Tune in to a special conversation on the governance podcast between Professor Jeremy Jennings of King’s College London and Professor Quentin Skinner of Queen Mary University. Professor Skinner discusses the meaning of intellectual history, key insights about republicanism and political representation, and the perennial lessons we stand to learn from the humanities about our political present. Subscribe on iTunes Subscribe to the Governance Podcast on iTunes today and get all our latest episodes directly in your pocket. The Guest Professor Quentin Skinner is the Barber Beaumont Professor of the Humanities and Co-Director of the Centre for the Study of the History of Political Thought at Queen Mary University of London. Previously the Regius Professor of History at the University of Cambridge, he is known as one of the founders of the Cambridge School of the history of political thought. His most recent book is From Humanism to Hobbes: Studies in Rhetoric and Politics. Follow Us For more information about our upcoming podcasts and events, follow us on facebook or twitter (@csgskcl). Skip Ahead 1:05: What do intellectual historians do, and what are the defining features of the Cambridge school? 6:34: Is there a reason intellectual historians are so drawn to the early modern period? 8:08: What is Hobbes’ legacy?

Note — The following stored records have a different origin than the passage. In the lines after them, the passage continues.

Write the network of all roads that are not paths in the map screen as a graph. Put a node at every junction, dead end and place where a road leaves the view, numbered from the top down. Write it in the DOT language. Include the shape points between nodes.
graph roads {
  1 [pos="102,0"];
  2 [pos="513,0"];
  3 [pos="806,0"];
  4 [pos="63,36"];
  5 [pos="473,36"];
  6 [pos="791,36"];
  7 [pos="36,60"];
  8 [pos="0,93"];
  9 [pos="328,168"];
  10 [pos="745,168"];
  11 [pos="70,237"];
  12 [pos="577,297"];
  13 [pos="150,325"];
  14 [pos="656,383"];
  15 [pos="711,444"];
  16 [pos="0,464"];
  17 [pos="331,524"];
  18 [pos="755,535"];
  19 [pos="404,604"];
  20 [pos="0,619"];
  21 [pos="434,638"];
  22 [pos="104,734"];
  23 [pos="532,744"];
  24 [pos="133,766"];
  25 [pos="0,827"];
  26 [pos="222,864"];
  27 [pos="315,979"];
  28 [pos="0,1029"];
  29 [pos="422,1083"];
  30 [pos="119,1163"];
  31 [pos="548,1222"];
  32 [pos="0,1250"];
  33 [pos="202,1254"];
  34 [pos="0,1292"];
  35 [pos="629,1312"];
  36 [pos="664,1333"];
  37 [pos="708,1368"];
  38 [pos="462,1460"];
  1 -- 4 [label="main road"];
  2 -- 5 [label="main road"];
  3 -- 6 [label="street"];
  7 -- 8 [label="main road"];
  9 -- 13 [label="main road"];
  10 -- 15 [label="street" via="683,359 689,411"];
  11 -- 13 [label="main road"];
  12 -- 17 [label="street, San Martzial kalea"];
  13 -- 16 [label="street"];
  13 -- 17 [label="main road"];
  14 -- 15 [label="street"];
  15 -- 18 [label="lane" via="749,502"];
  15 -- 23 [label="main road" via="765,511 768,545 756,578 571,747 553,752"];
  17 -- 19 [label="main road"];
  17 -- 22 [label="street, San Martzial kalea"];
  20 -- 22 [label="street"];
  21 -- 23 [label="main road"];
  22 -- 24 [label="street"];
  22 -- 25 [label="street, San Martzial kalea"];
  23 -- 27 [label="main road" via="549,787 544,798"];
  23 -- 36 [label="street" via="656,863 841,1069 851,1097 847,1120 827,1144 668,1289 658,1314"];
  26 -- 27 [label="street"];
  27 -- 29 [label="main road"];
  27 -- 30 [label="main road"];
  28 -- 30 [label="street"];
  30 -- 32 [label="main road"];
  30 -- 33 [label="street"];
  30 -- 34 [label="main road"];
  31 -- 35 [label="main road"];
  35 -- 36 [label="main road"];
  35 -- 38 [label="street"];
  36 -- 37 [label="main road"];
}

Why is he important? 10:38: What was so original about the Hobbesian conception of the state? 16:00: Why did Britain fail to adopt the Hobbesian view of the state? 19:41: What is republicanism, and why is it important? 25:00: What does the Irish case teach us about republicanism? 28:00: Your new book is about teaching the humanities. Why is that so important? 33:10: What is the meaning of laughter? 37:15: What is Hobbes’ theory of political representation? 40:45: How do classical debates about representation bear upon the present? 43:50: How much can we learn from the past? 49:02: How do you see yourself entering public debate as a moralist?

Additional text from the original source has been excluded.